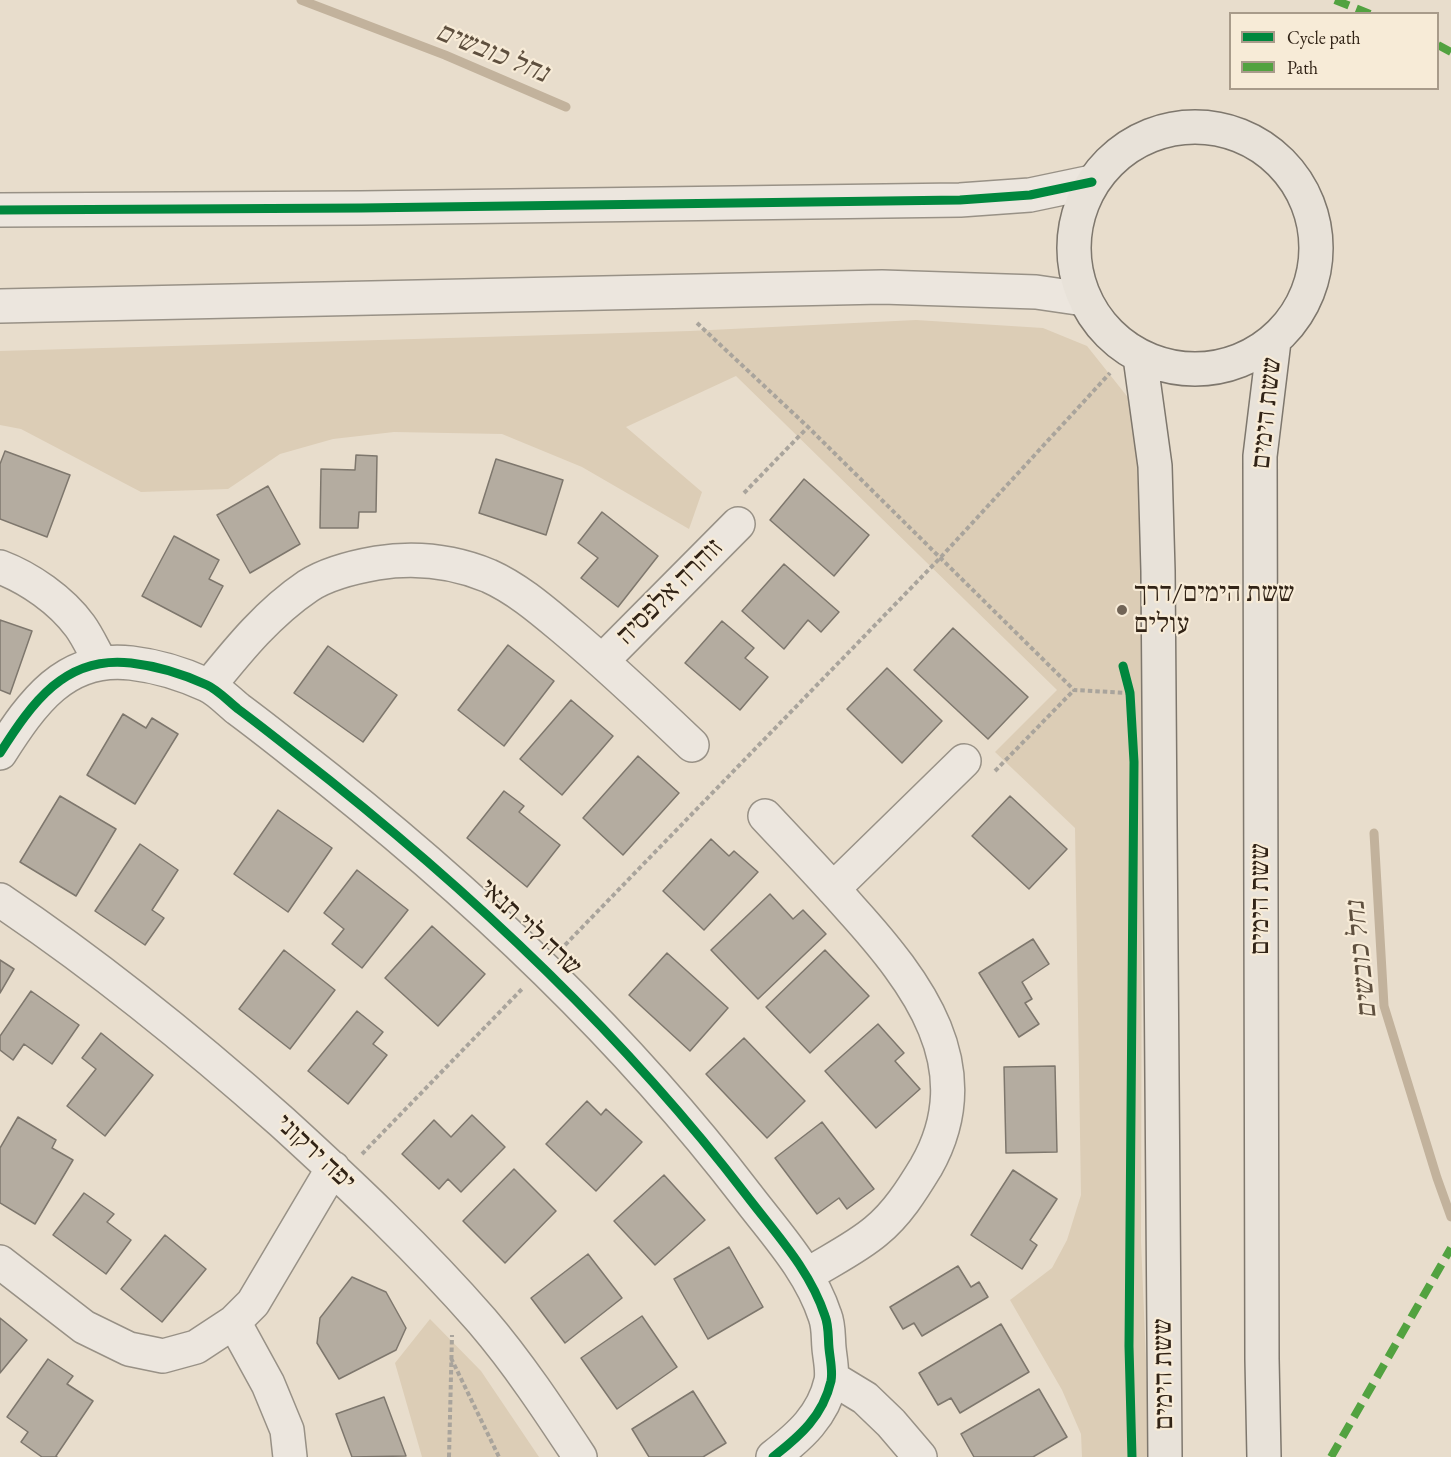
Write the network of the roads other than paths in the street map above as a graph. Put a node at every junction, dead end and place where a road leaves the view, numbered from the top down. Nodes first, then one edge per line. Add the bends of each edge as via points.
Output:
1 (1092, 182) junction
2 (0, 210) edge
3 (1084, 299) junction
4 (0, 306) edge
5 (1274, 341) junction
6 (1135, 354) junction
7 (738, 524) road end
8 (0, 567) edge
9 (602, 661) junction
10 (101, 663) junction
11 (209, 686) junction
12 (692, 745) dead end
13 (0, 753) edge
14 (964, 761) road end
15 (765, 816) dead end
16 (833, 889) junction
17 (0, 900) edge
18 (337, 1172) junction
19 (0, 1262) edge
20 (807, 1275) junction
21 (234, 1322) junction
22 (832, 1378) junction
23 (290, 1457) edge
24 (580, 1457) edge
25 (773, 1457) edge
26 (921, 1457) edge
27 (1165, 1457) edge
28 (1264, 1457) edge

1 - 2 street via 1030,195 960,200
1 - 3 main road via 1076,219 1073,260
1 - 5 main road via 1121,151 1157,132 1198,126 1239,135 1275,156 1301,189 1315,226 1316,266 1303,304
3 - 4 street via 1036,292 882,287
3 - 6 main road via 1107,333
5 - 6 main road via 1244,360 1209,370 1174,368
5 - 28 main road, ששת הימים via 1260,456
6 - 27 main road, ששת הימים via 1155,466 1158,572
7 - 9 street, זוהרה אלפסיה
8 - 10 street via 57,602 80,626
9 - 11 street, זוהרה אלפסיה via 532,602 490,577 447,562 396,560 352,567 310,584 252,634
9 - 12 street, זוהרה אלפסיה
10 - 11 street, שרה לוי תנאי via 163,669
10 - 13 street, שרה לוי תנאי via 72,671 46,690
11 - 20 street, שרה לוי תנאי via 410,847 513,940 615,1041 682,1115
14 - 16 street
15 - 16 street
16 - 20 street via 916,988 935,1027 948,1076 944,1118 932,1155 910,1194 876,1231
17 - 18 street, יפה ירקוני via 66,944 154,1012
18 - 21 street via 253,1303
18 - 24 street, יפה ירקוני via 483,1322 537,1392
19 - 21 street via 84,1327 129,1349 163,1356 196,1347
20 - 22 street, שרה לוי תנאי via 826,1318
21 - 23 street via 268,1384 287,1430
22 - 25 street, שרה לוי תנאי via 820,1409 801,1436
22 - 26 street via 865,1398

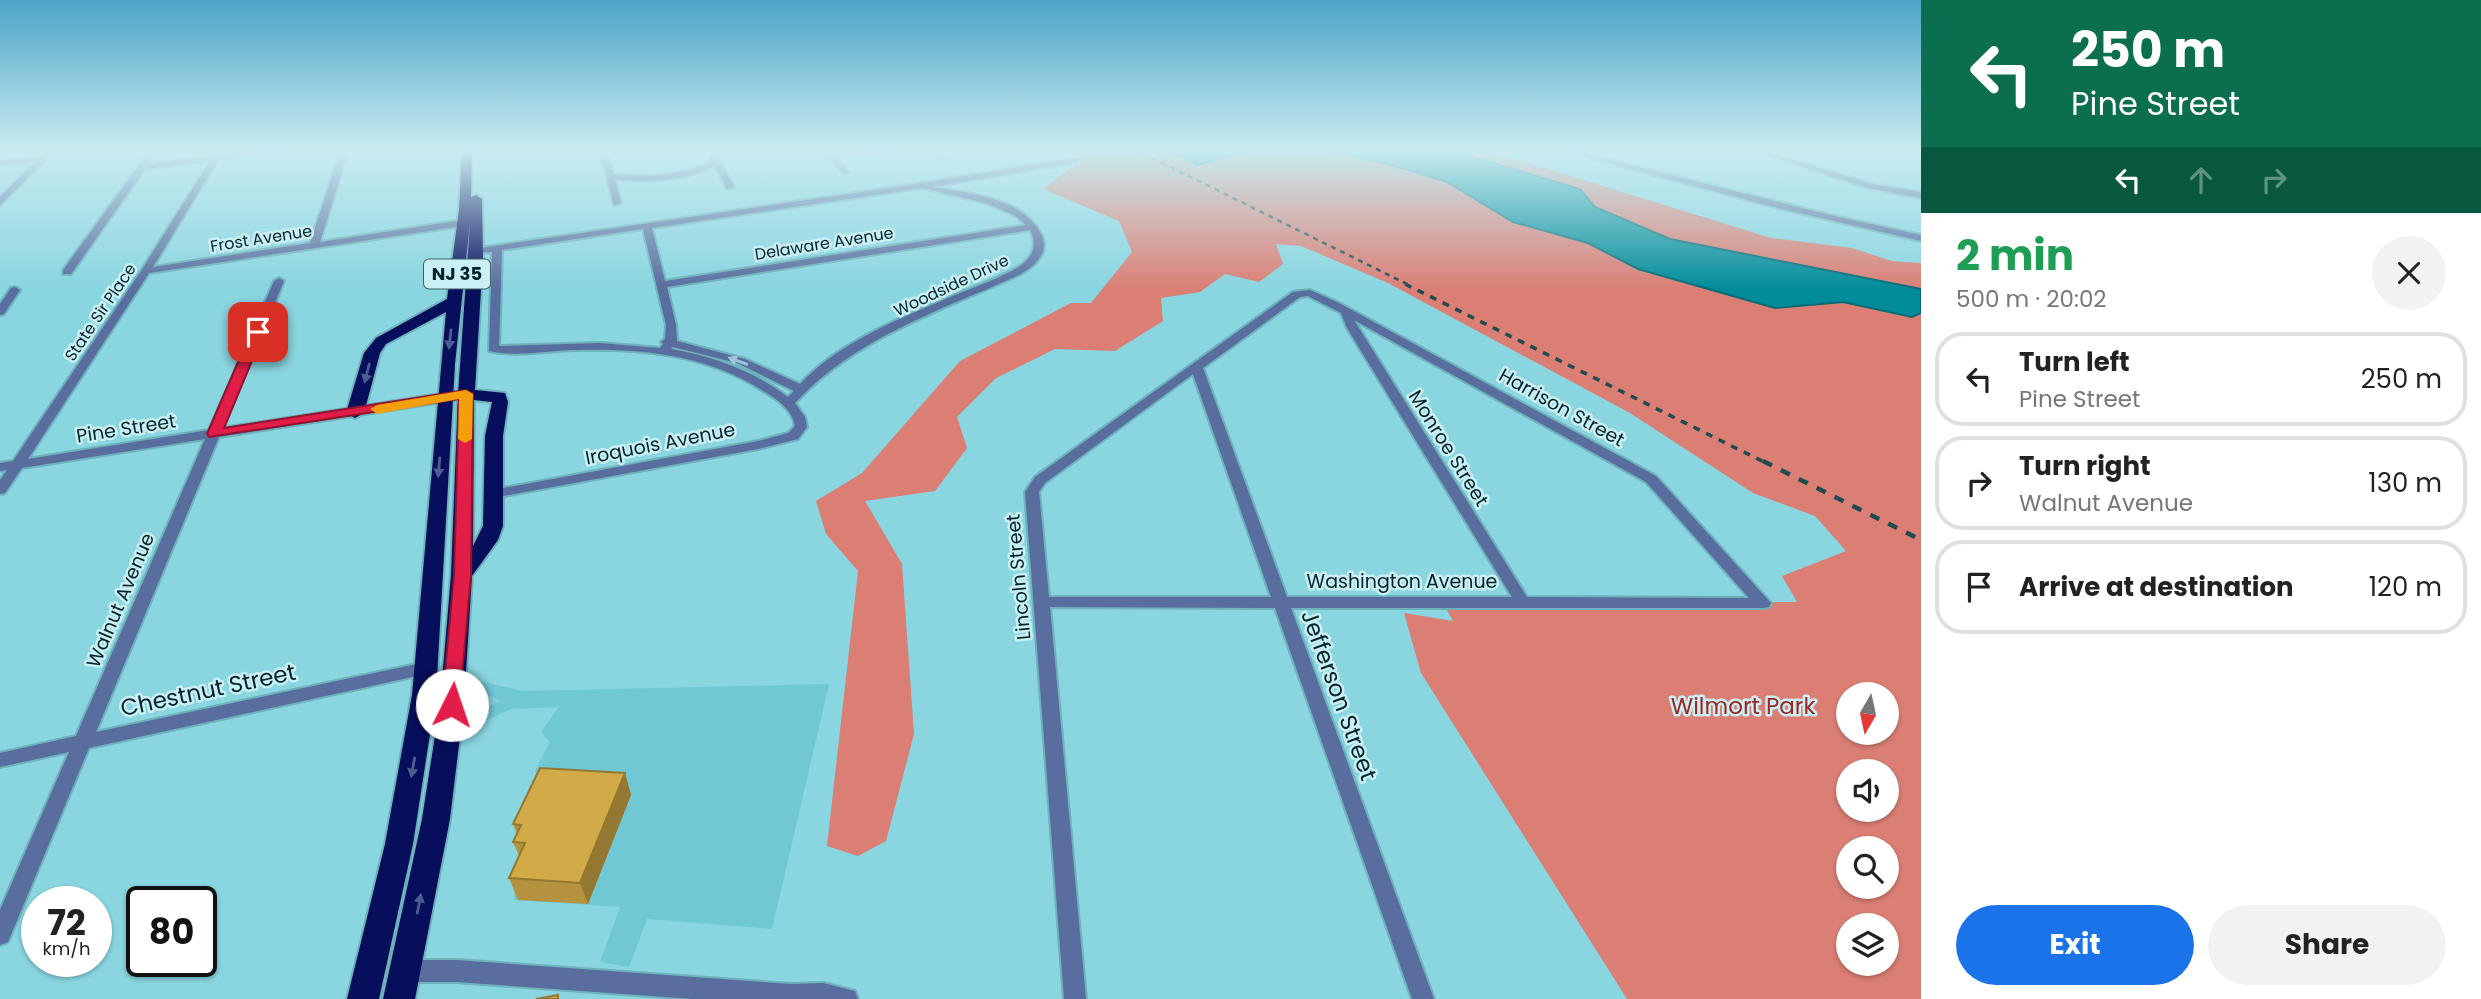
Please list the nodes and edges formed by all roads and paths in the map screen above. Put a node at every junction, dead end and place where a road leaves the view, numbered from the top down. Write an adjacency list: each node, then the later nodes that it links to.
● ● ●
▶ Exercise description
State the number of lines in the listing that include the word "leaves", without any other text.

▶ Task result
2